▸ **Exercise goal**
Your answer should be only the lines below from the one with "Transcribe the names" to the one with "Quick job: Convert", repeated exactly, ends included.

[Items from a data source]
- Opening Delimiter -
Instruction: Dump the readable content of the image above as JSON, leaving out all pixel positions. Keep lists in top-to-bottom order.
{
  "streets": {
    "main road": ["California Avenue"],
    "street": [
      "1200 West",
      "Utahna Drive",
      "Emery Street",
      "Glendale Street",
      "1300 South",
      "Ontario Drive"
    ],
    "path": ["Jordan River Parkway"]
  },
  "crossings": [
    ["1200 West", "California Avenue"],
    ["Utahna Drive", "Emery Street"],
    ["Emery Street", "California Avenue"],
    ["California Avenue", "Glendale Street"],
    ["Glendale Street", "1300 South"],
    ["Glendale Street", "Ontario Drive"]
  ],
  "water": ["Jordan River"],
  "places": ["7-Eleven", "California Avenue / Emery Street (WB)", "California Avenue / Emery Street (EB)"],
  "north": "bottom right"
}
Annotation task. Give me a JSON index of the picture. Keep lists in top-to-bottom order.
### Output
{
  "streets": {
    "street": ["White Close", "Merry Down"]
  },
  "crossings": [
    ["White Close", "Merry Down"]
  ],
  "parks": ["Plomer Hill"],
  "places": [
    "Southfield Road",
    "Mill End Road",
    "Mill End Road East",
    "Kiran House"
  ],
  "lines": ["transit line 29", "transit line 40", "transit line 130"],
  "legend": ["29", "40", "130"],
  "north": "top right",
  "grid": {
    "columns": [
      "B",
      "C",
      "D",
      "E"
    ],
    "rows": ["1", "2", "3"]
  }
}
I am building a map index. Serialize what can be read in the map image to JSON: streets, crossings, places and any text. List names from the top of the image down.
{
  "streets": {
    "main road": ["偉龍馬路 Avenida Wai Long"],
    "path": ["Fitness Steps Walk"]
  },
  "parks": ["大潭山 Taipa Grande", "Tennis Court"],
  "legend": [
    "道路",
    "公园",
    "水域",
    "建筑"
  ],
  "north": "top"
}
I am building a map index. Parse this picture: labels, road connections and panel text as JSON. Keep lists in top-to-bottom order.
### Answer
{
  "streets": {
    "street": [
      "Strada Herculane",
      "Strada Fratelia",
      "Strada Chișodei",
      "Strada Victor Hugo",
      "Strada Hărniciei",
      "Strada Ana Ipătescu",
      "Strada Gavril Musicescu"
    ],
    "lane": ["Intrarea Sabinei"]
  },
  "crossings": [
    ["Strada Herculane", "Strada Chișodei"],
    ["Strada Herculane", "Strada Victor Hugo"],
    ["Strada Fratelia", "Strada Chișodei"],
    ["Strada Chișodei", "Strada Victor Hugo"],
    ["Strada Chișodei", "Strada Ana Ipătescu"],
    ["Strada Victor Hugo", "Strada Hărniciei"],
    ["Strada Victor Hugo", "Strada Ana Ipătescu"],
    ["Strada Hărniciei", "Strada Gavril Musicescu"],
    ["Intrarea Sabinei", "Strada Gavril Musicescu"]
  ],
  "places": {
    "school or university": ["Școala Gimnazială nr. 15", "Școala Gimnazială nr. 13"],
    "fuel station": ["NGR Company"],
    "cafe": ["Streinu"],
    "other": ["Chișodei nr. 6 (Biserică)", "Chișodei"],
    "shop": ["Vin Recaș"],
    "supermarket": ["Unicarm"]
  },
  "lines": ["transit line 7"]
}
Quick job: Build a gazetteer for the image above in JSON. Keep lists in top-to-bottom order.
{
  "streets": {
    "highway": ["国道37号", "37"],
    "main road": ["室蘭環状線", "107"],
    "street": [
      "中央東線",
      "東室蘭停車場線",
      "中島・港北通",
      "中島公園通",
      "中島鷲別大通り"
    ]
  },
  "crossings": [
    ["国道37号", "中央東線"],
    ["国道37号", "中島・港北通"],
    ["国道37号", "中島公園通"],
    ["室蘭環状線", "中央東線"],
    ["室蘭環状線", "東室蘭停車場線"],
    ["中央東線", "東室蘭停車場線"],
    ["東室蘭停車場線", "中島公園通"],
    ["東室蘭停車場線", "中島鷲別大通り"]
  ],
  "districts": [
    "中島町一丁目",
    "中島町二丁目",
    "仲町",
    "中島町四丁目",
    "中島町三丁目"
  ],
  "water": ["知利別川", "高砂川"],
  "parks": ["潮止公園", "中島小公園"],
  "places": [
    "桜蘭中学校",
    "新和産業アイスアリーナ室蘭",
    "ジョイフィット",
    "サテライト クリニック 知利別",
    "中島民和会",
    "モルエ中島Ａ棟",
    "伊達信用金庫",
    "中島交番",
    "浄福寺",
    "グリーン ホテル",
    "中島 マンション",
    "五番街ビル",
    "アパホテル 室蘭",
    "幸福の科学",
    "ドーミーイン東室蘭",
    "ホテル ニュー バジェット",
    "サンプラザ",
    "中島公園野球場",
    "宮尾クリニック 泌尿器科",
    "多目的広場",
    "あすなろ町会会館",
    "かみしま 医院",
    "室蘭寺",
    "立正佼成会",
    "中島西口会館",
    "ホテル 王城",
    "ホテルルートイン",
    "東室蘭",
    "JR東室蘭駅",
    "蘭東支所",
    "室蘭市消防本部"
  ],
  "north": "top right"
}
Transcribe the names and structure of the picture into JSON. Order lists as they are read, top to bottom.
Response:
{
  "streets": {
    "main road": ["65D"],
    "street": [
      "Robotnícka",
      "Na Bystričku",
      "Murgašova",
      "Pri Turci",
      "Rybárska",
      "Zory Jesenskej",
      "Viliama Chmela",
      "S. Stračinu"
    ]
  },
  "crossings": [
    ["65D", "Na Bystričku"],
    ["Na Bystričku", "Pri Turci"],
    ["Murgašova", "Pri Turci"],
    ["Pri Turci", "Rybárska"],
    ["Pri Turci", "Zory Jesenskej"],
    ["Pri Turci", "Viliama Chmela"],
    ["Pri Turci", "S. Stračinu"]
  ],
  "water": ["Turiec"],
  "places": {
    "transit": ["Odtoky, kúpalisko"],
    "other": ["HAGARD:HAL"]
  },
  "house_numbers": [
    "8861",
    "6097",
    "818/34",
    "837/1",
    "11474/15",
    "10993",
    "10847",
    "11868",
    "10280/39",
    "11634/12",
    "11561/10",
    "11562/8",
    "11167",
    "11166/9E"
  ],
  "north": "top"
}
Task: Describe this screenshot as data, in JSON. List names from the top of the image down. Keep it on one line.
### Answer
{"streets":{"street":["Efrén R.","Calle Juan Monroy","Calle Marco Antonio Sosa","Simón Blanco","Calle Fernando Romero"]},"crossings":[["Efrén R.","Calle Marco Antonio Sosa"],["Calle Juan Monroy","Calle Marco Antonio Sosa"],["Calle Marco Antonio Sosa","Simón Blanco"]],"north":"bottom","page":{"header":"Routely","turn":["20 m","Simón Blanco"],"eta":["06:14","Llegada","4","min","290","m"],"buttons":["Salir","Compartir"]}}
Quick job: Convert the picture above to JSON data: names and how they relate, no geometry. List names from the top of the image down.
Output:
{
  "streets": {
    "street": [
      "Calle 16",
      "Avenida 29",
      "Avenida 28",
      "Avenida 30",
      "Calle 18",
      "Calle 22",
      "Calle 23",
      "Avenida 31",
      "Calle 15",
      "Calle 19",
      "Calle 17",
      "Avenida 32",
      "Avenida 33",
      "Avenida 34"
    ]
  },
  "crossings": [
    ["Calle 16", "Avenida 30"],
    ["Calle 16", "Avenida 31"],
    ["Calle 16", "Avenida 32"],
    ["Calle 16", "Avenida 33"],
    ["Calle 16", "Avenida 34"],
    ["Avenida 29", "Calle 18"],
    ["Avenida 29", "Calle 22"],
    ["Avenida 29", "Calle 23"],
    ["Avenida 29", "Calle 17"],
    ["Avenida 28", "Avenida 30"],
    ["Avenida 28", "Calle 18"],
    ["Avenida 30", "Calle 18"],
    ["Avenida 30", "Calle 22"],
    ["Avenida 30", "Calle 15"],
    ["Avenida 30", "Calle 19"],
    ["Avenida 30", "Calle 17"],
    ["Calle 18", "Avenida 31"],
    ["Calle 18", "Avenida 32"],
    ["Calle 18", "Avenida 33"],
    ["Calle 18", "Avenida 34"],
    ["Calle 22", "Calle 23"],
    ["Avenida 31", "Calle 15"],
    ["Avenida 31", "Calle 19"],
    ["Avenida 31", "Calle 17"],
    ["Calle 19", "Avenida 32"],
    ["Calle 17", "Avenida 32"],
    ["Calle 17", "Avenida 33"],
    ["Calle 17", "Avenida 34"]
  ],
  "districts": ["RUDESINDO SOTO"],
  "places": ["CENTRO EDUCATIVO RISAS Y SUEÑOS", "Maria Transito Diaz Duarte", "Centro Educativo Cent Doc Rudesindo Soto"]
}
- Closing Delimiter -
▸ **Problem solution**
Transcribe the names and structure of the picture into JSON. Order lists as they are read, top to bottom.
Response:
{
  "streets": {
    "main road": ["65D"],
    "street": [
      "Robotnícka",
      "Na Bystričku",
      "Murgašova",
      "Pri Turci",
      "Rybárska",
      "Zory Jesenskej",
      "Viliama Chmela",
      "S. Stračinu"
    ]
  },
  "crossings": [
    ["65D", "Na Bystričku"],
    ["Na Bystričku", "Pri Turci"],
    ["Murgašova", "Pri Turci"],
    ["Pri Turci", "Rybárska"],
    ["Pri Turci", "Zory Jesenskej"],
    ["Pri Turci", "Viliama Chmela"],
    ["Pri Turci", "S. Stračinu"]
  ],
  "water": ["Turiec"],
  "places": {
    "transit": ["Odtoky, kúpalisko"],
    "other": ["HAGARD:HAL"]
  },
  "house_numbers": [
    "8861",
    "6097",
    "818/34",
    "837/1",
    "11474/15",
    "10993",
    "10847",
    "11868",
    "10280/39",
    "11634/12",
    "11561/10",
    "11562/8",
    "11167",
    "11166/9E"
  ],
  "north": "top"
}
Task: Describe this screenshot as data, in JSON. List names from the top of the image down. Keep it on one line.
### Answer
{"streets":{"street":["Efrén R.","Calle Juan Monroy","Calle Marco Antonio Sosa","Simón Blanco","Calle Fernando Romero"]},"crossings":[["Efrén R.","Calle Marco Antonio Sosa"],["Calle Juan Monroy","Calle Marco Antonio Sosa"],["Calle Marco Antonio Sosa","Simón Blanco"]],"north":"bottom","page":{"header":"Routely","turn":["20 m","Simón Blanco"],"eta":["06:14","Llegada","4","min","290","m"],"buttons":["Salir","Compartir"]}}
Quick job: Convert the picture above to JSON data: names and how they relate, no geometry. List names from the top of the image down.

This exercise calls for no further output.